> [TASK GOAL]
Give back all of the data exactly.

[Records from a data source]
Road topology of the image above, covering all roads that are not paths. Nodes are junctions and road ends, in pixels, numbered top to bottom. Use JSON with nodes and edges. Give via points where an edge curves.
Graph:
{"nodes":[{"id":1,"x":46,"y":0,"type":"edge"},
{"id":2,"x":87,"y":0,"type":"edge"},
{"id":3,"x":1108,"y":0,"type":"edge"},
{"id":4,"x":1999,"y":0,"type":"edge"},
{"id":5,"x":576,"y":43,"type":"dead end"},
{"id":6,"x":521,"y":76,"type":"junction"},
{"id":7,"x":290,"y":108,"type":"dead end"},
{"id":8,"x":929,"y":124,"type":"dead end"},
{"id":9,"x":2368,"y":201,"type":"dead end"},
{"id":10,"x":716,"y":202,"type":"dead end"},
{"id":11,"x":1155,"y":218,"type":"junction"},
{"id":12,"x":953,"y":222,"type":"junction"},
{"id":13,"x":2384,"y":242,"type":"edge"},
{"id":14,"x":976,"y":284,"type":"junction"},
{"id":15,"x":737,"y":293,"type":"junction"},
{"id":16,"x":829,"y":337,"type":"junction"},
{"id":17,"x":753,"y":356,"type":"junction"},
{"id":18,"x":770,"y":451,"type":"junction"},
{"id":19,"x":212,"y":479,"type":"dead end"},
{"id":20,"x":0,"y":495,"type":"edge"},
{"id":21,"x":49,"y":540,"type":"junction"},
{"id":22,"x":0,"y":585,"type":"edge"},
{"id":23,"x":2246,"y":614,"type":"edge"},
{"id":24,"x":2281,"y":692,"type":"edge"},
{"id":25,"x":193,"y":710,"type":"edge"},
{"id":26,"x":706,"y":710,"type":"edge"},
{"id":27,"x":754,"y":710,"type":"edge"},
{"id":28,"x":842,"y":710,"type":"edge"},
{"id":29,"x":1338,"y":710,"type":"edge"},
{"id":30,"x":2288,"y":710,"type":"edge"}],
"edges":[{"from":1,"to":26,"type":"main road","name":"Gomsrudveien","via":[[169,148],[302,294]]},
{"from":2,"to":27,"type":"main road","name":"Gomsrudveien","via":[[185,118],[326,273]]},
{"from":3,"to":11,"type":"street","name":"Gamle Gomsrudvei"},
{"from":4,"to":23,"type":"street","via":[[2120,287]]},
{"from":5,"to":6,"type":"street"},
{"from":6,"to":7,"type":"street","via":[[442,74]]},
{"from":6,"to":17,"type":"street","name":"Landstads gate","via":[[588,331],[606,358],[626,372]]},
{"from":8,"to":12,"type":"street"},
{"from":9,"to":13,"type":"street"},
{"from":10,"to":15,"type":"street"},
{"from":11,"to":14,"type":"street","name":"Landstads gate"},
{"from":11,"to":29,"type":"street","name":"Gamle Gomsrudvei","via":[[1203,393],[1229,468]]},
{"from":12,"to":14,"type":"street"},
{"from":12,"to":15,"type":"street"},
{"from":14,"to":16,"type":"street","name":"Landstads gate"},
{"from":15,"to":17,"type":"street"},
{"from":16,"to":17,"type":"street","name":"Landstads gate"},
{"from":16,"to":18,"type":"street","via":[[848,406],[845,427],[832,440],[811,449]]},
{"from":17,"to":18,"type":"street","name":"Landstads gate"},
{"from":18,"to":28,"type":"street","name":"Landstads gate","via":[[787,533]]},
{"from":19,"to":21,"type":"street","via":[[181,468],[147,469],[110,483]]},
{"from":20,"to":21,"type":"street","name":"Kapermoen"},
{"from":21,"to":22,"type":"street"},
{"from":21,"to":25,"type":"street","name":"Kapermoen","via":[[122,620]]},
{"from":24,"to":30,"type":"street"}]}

> [EXERCISE SOLUTION]
Road topology of the image above, covering all roads that are not paths. Nodes are junctions and road ends, in pixels, numbered top to bottom. Use JSON with nodes and edges. Give via points where an edge curves.
Graph:
{"nodes":[{"id":1,"x":46,"y":0,"type":"edge"},
{"id":2,"x":87,"y":0,"type":"edge"},
{"id":3,"x":1108,"y":0,"type":"edge"},
{"id":4,"x":1999,"y":0,"type":"edge"},
{"id":5,"x":576,"y":43,"type":"dead end"},
{"id":6,"x":521,"y":76,"type":"junction"},
{"id":7,"x":290,"y":108,"type":"dead end"},
{"id":8,"x":929,"y":124,"type":"dead end"},
{"id":9,"x":2368,"y":201,"type":"dead end"},
{"id":10,"x":716,"y":202,"type":"dead end"},
{"id":11,"x":1155,"y":218,"type":"junction"},
{"id":12,"x":953,"y":222,"type":"junction"},
{"id":13,"x":2384,"y":242,"type":"edge"},
{"id":14,"x":976,"y":284,"type":"junction"},
{"id":15,"x":737,"y":293,"type":"junction"},
{"id":16,"x":829,"y":337,"type":"junction"},
{"id":17,"x":753,"y":356,"type":"junction"},
{"id":18,"x":770,"y":451,"type":"junction"},
{"id":19,"x":212,"y":479,"type":"dead end"},
{"id":20,"x":0,"y":495,"type":"edge"},
{"id":21,"x":49,"y":540,"type":"junction"},
{"id":22,"x":0,"y":585,"type":"edge"},
{"id":23,"x":2246,"y":614,"type":"edge"},
{"id":24,"x":2281,"y":692,"type":"edge"},
{"id":25,"x":193,"y":710,"type":"edge"},
{"id":26,"x":706,"y":710,"type":"edge"},
{"id":27,"x":754,"y":710,"type":"edge"},
{"id":28,"x":842,"y":710,"type":"edge"},
{"id":29,"x":1338,"y":710,"type":"edge"},
{"id":30,"x":2288,"y":710,"type":"edge"}],
"edges":[{"from":1,"to":26,"type":"main road","name":"Gomsrudveien","via":[[169,148],[302,294]]},
{"from":2,"to":27,"type":"main road","name":"Gomsrudveien","via":[[185,118],[326,273]]},
{"from":3,"to":11,"type":"street","name":"Gamle Gomsrudvei"},
{"from":4,"to":23,"type":"street","via":[[2120,287]]},
{"from":5,"to":6,"type":"street"},
{"from":6,"to":7,"type":"street","via":[[442,74]]},
{"from":6,"to":17,"type":"street","name":"Landstads gate","via":[[588,331],[606,358],[626,372]]},
{"from":8,"to":12,"type":"street"},
{"from":9,"to":13,"type":"street"},
{"from":10,"to":15,"type":"street"},
{"from":11,"to":14,"type":"street","name":"Landstads gate"},
{"from":11,"to":29,"type":"street","name":"Gamle Gomsrudvei","via":[[1203,393],[1229,468]]},
{"from":12,"to":14,"type":"street"},
{"from":12,"to":15,"type":"street"},
{"from":14,"to":16,"type":"street","name":"Landstads gate"},
{"from":15,"to":17,"type":"street"},
{"from":16,"to":17,"type":"street","name":"Landstads gate"},
{"from":16,"to":18,"type":"street","via":[[848,406],[845,427],[832,440],[811,449]]},
{"from":17,"to":18,"type":"street","name":"Landstads gate"},
{"from":18,"to":28,"type":"street","name":"Landstads gate","via":[[787,533]]},
{"from":19,"to":21,"type":"street","via":[[181,468],[147,469],[110,483]]},
{"from":20,"to":21,"type":"street","name":"Kapermoen"},
{"from":21,"to":22,"type":"street"},
{"from":21,"to":25,"type":"street","name":"Kapermoen","via":[[122,620]]},
{"from":24,"to":30,"type":"street"}]}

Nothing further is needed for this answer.